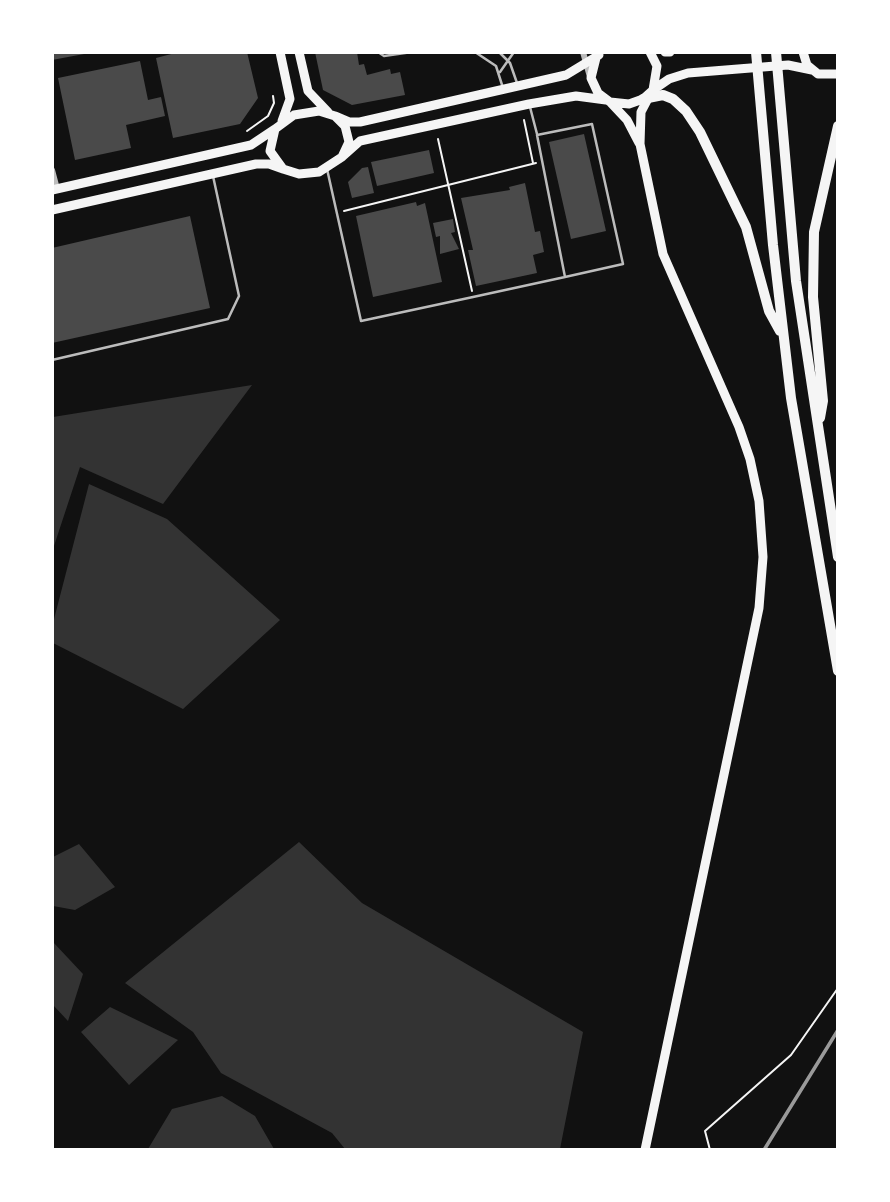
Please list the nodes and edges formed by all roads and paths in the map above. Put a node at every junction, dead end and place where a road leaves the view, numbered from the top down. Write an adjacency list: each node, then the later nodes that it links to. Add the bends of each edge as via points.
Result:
1 (280, 52): 28 (main road, via 290,99)
2 (299, 52): 26 (main road, via 308,91)
3 (378, 52): 4 (lane, via 384,57)
4 (412, 52)
5 (475, 52): 17 (lane)
6 (499, 52): 14 (lane)
7 (514, 52): 14 (lane)
8 (583, 52): 15 (street)
9 (650, 52): 22 (main road, via 657,66)
10 (756, 52): 47 (highway)
11 (776, 52): 49 (highway, via 796,281)
12 (803, 52): 16 (main road)
13 (600, 54): 15 (main road); 19 (main road)
14 (507, 59): 17 (lane); 20 (lane)
15 (585, 63): 19 (street); 20 (main road, via 566,75)
16 (811, 70): 18 (main road, via 825,76); 22 (main road, via 788,65 688,73 669,79)
17 (500, 72): 21 (lane)
18 (838, 74)
19 (591, 78): 24 (main road)
20 (518, 86): 21 (main road)
21 (503, 89): 26 (main road, via 360,122)
22 (649, 94): 24 (main road, via 629,104); 33 (main road, via 641,112); 47 (highway, via 678,103 700,132 746,227 769,311)
23 (274, 96): 30 (path, via 268,116)
24 (608, 101): 25 (main road, via 576,96); 33 (main road, via 627,120)
25 (530, 104): 31 (lane); 34 (main road, via 364,140)
26 (334, 115): 28 (main road, via 302,112); 34 (main road, via 348,134)
27 (524, 120): 36 (path)
28 (278, 126): 37 (main road, via 270,151); 42 (main road, via 251,145)
29 (838, 127): 49 (highway, via 819,201 814,243 813,297 823,401)
30 (247, 131)
31 (537, 135): 35 (lane); 45 (lane, via 592,124 623,264)
32 (438, 139): 41 (path)
33 (640, 144): 53 (main road, via 663,254 750,459 763,557 759,608)
34 (342, 157): 38 (main road)
35 (542, 161): 36 (path); 45 (lane)
36 (533, 163): 41 (path)
37 (283, 169): 38 (main road, via 299,174); 40 (main road, via 263,163)
38 (327, 169): 44 (lane)
39 (52, 170): 42 (street)
40 (212, 174): 43 (main road); 48 (lane, via 239,296 228,319)
41 (448, 185): 44 (path); 46 (path)
42 (55, 189): 43 (main road)
43 (57, 209)
44 (337, 213): 46 (lane, via 360,321)
45 (565, 277): 46 (lane)
46 (473, 297)
47 (783, 336): 51 (highway)
48 (52, 360)
49 (818, 431): 50 (highway)
50 (838, 557)
51 (838, 671)
52 (838, 988): 54 (path, via 791,1055 705,1131)
53 (645, 1150)
54 (710, 1150)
_ _ _ _ _ _ _
**Assignment:**
Write out all the entries precisely as given, omitting each image.

**Your solution:**
Please list the nodes and edges formed by all roads and paths in the map above. Put a node at every junction, dead end and place where a road leaves the view, numbered from the top down. Write an adjacency list: each node, then the later nodes that it links to. Add the bends of each edge as via points.
Result:
1 (280, 52): 28 (main road, via 290,99)
2 (299, 52): 26 (main road, via 308,91)
3 (378, 52): 4 (lane, via 384,57)
4 (412, 52)
5 (475, 52): 17 (lane)
6 (499, 52): 14 (lane)
7 (514, 52): 14 (lane)
8 (583, 52): 15 (street)
9 (650, 52): 22 (main road, via 657,66)
10 (756, 52): 47 (highway)
11 (776, 52): 49 (highway, via 796,281)
12 (803, 52): 16 (main road)
13 (600, 54): 15 (main road); 19 (main road)
14 (507, 59): 17 (lane); 20 (lane)
15 (585, 63): 19 (street); 20 (main road, via 566,75)
16 (811, 70): 18 (main road, via 825,76); 22 (main road, via 788,65 688,73 669,79)
17 (500, 72): 21 (lane)
18 (838, 74)
19 (591, 78): 24 (main road)
20 (518, 86): 21 (main road)
21 (503, 89): 26 (main road, via 360,122)
22 (649, 94): 24 (main road, via 629,104); 33 (main road, via 641,112); 47 (highway, via 678,103 700,132 746,227 769,311)
23 (274, 96): 30 (path, via 268,116)
24 (608, 101): 25 (main road, via 576,96); 33 (main road, via 627,120)
25 (530, 104): 31 (lane); 34 (main road, via 364,140)
26 (334, 115): 28 (main road, via 302,112); 34 (main road, via 348,134)
27 (524, 120): 36 (path)
28 (278, 126): 37 (main road, via 270,151); 42 (main road, via 251,145)
29 (838, 127): 49 (highway, via 819,201 814,243 813,297 823,401)
30 (247, 131)
31 (537, 135): 35 (lane); 45 (lane, via 592,124 623,264)
32 (438, 139): 41 (path)
33 (640, 144): 53 (main road, via 663,254 750,459 763,557 759,608)
34 (342, 157): 38 (main road)
35 (542, 161): 36 (path); 45 (lane)
36 (533, 163): 41 (path)
37 (283, 169): 38 (main road, via 299,174); 40 (main road, via 263,163)
38 (327, 169): 44 (lane)
39 (52, 170): 42 (street)
40 (212, 174): 43 (main road); 48 (lane, via 239,296 228,319)
41 (448, 185): 44 (path); 46 (path)
42 (55, 189): 43 (main road)
43 (57, 209)
44 (337, 213): 46 (lane, via 360,321)
45 (565, 277): 46 (lane)
46 (473, 297)
47 (783, 336): 51 (highway)
48 (52, 360)
49 (818, 431): 50 (highway)
50 (838, 557)
51 (838, 671)
52 (838, 988): 54 (path, via 791,1055 705,1131)
53 (645, 1150)
54 (710, 1150)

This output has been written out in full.